Threats of physical attack is a thought the oil and gas industry has been well-known with for a long time. The initial recorded attack on an offshore oil and gas benefit dates back to 1899. Though observation technology may not date back fairly this far, its role in preventing, detecting and responding to physical security breach is well acknowledged.

By cleverly integrating video with third-party access control, boundary alarm, motion detection and previous site security data inside a single monitoring and control situation, greater depth of breach detection is probable, for the most part over IP-networked solutions. Any irregularity, or combination of irregularity, can be planned to automatically trigger an ocular feed from applicable camera locations, enabling control room operators to examine further and instantly assess risk.

These benefits are heightened by the truth that IP-based, networked solutions allow advanced remote access and control, for instance, allowing offshore or secluded assets to be monitored and controlled from offsite command hubs. For operations with numerous region-wide or worldwide assets this is a major benefit, above all in a critical breach situation.

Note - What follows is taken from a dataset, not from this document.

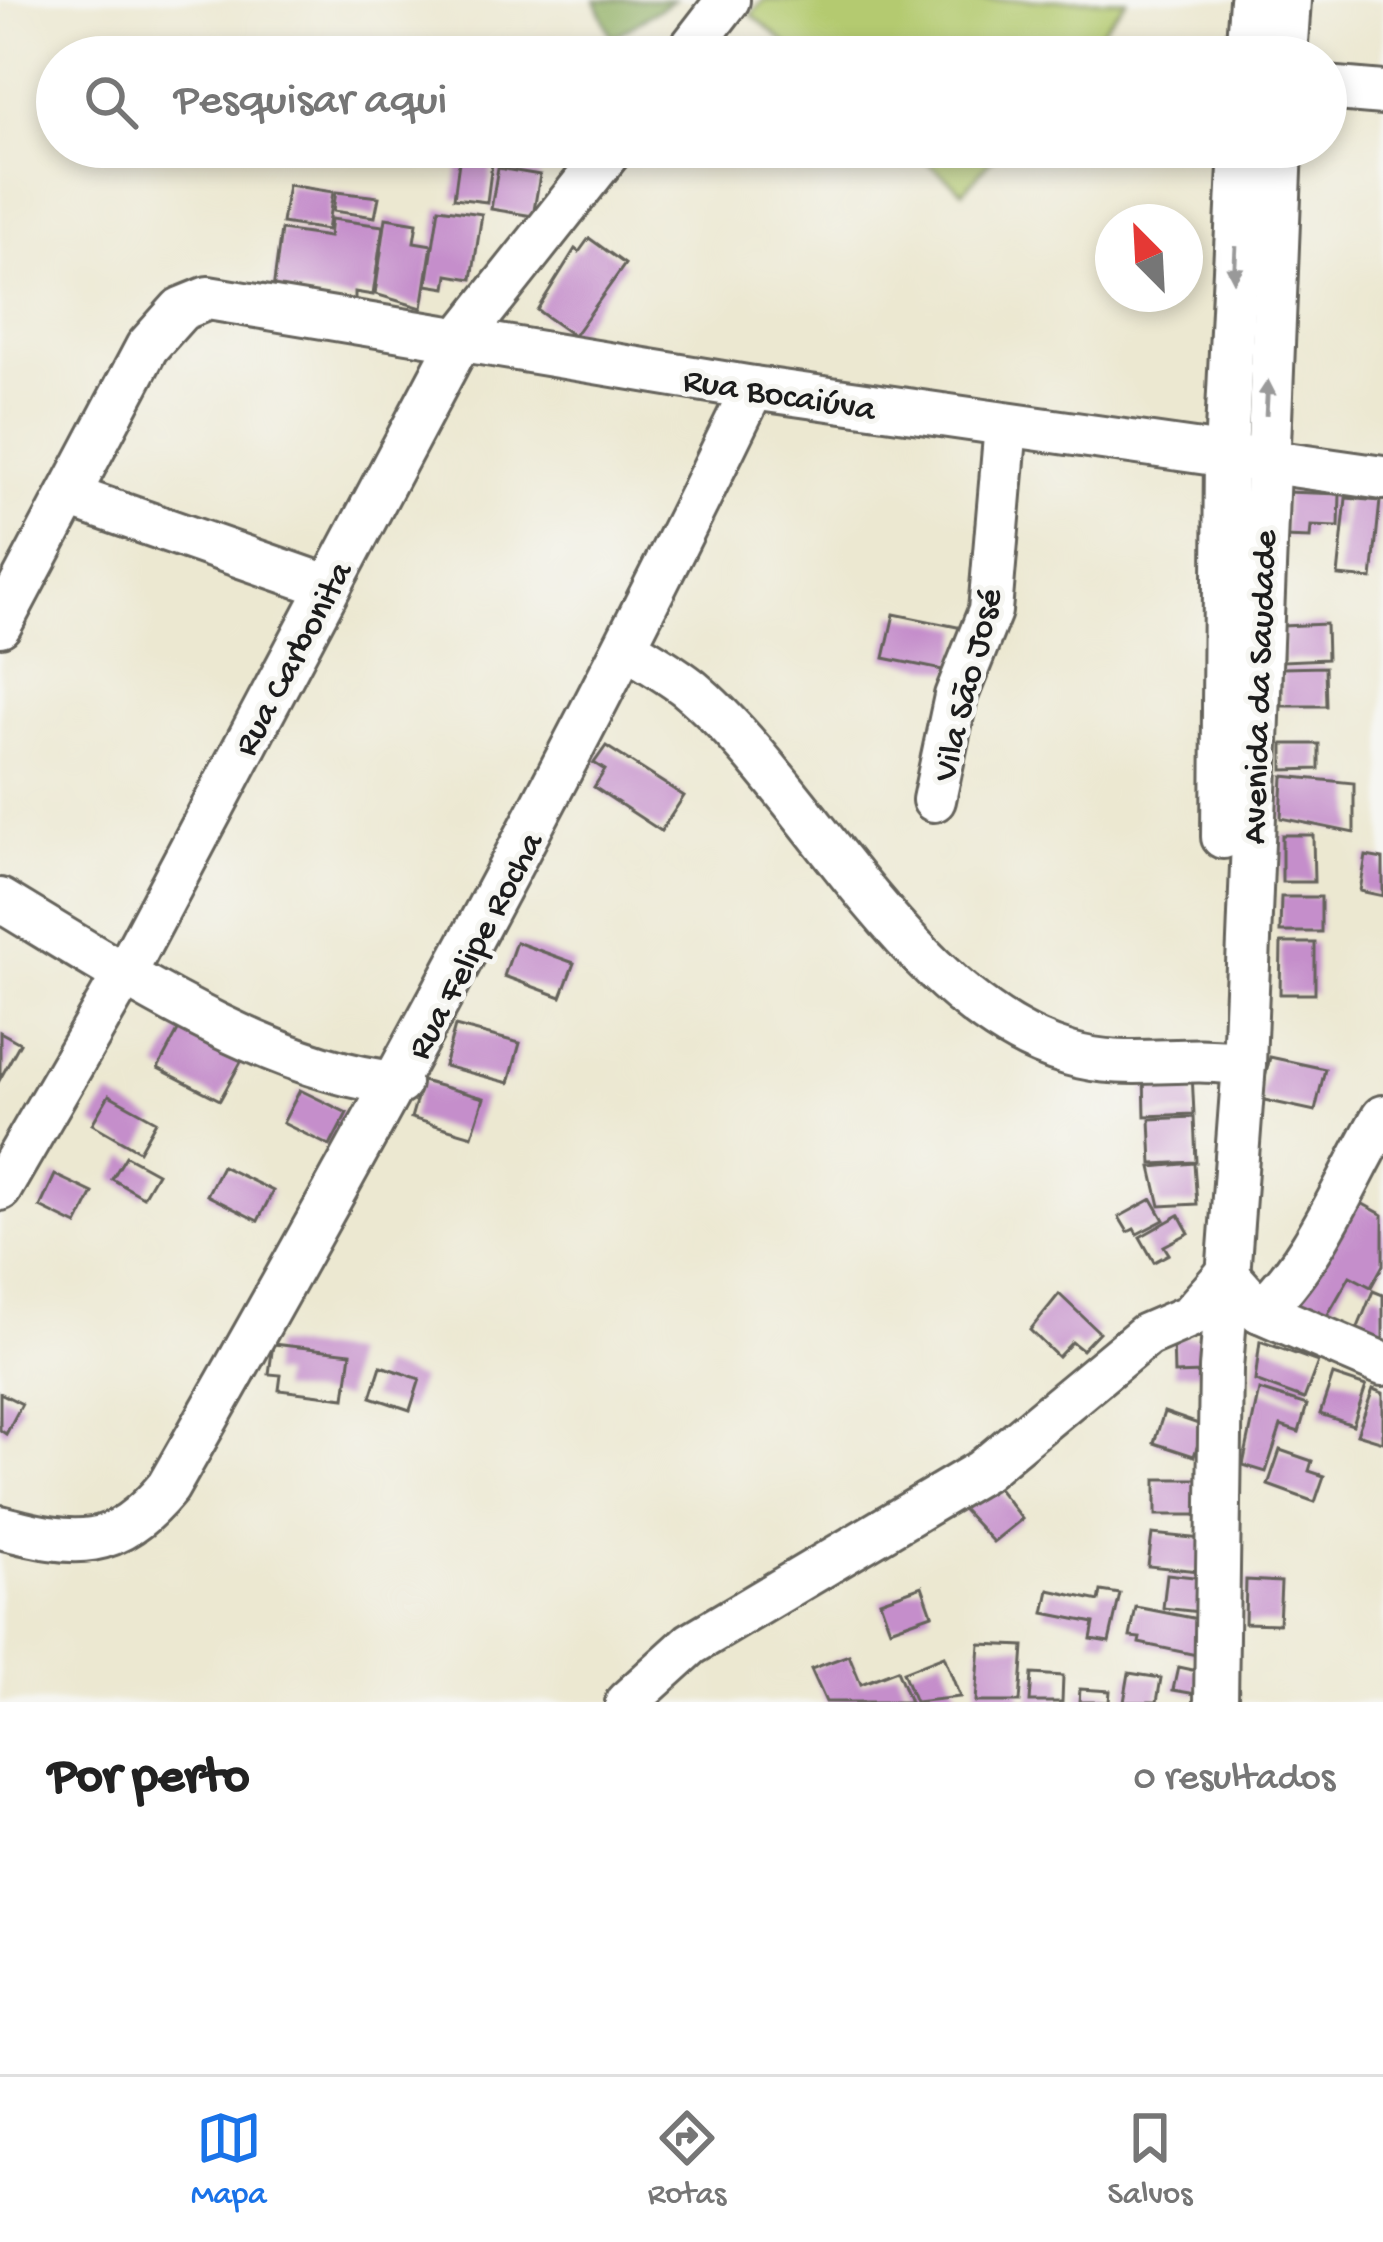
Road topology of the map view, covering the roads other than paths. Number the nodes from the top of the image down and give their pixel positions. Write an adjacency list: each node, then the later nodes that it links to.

The Changing Role of Oil and Gas Camera Monitoring

cyber threats in oil and gas camera monitoring

But, not all security threats are substantial – there is a new threat.

Cyber Threats

In the US, 40% of all cyber-attacks on CNI assets in 2012 were next to the energy sector, and by 2018, study suggests that attacks of this nature will rate the global oil and gas business $1.87 billion.

Here too, present surveillance command and control systems have modified. Integration capabilities allow any fluctuations; adjustments or variations in set IT parameters to trigger real-time alerts to whichever onsite or offsite have power over room operators. These alerts can be set to by design display ocular feed where applicable. For instance, if access control settings specify a system hack, this could straight away create a live feed from all high-risk site access point cameras, enabling operators to notice if a cyber-breach is part of a wider substantial invasion threat.

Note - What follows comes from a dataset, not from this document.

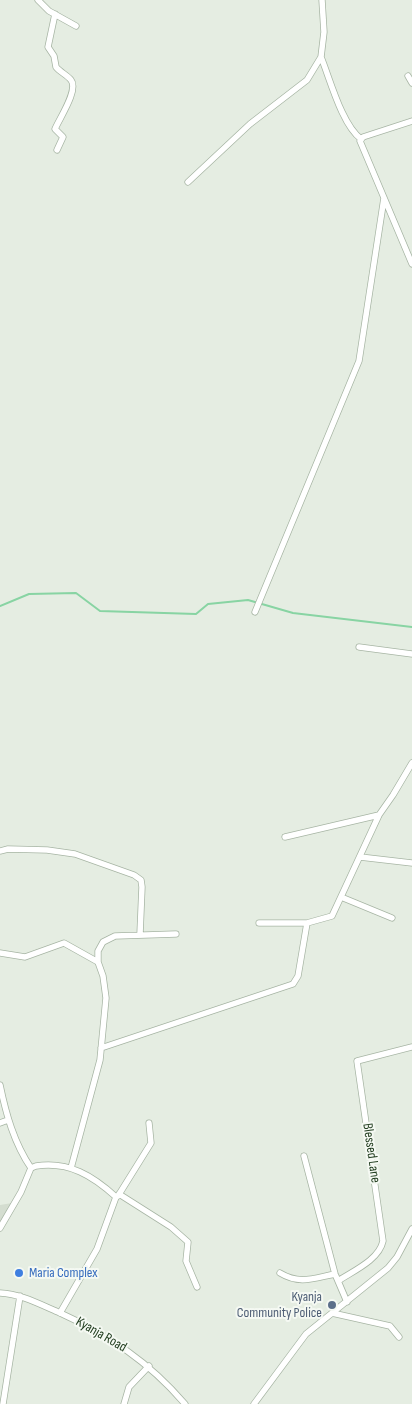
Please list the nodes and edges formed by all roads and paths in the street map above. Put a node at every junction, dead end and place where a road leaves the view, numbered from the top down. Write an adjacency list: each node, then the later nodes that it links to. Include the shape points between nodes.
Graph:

A physical element might not always go with a cyber-attack – the purpose may relatively be to cause system disarray. At this time, integrations via a surveillance command-and-control policy still offer heightened reaction mechanisms, enabling operators to put away plant areas, re-route power systems and follow supervision protocols to border harm and risk.

Add to this the improved audit trail and reporting capabilities that included oil and gas camera monitoring solutions offer and it becomes obvious why the sector is more and more seeing surveillance as more than merely a visual security benefit.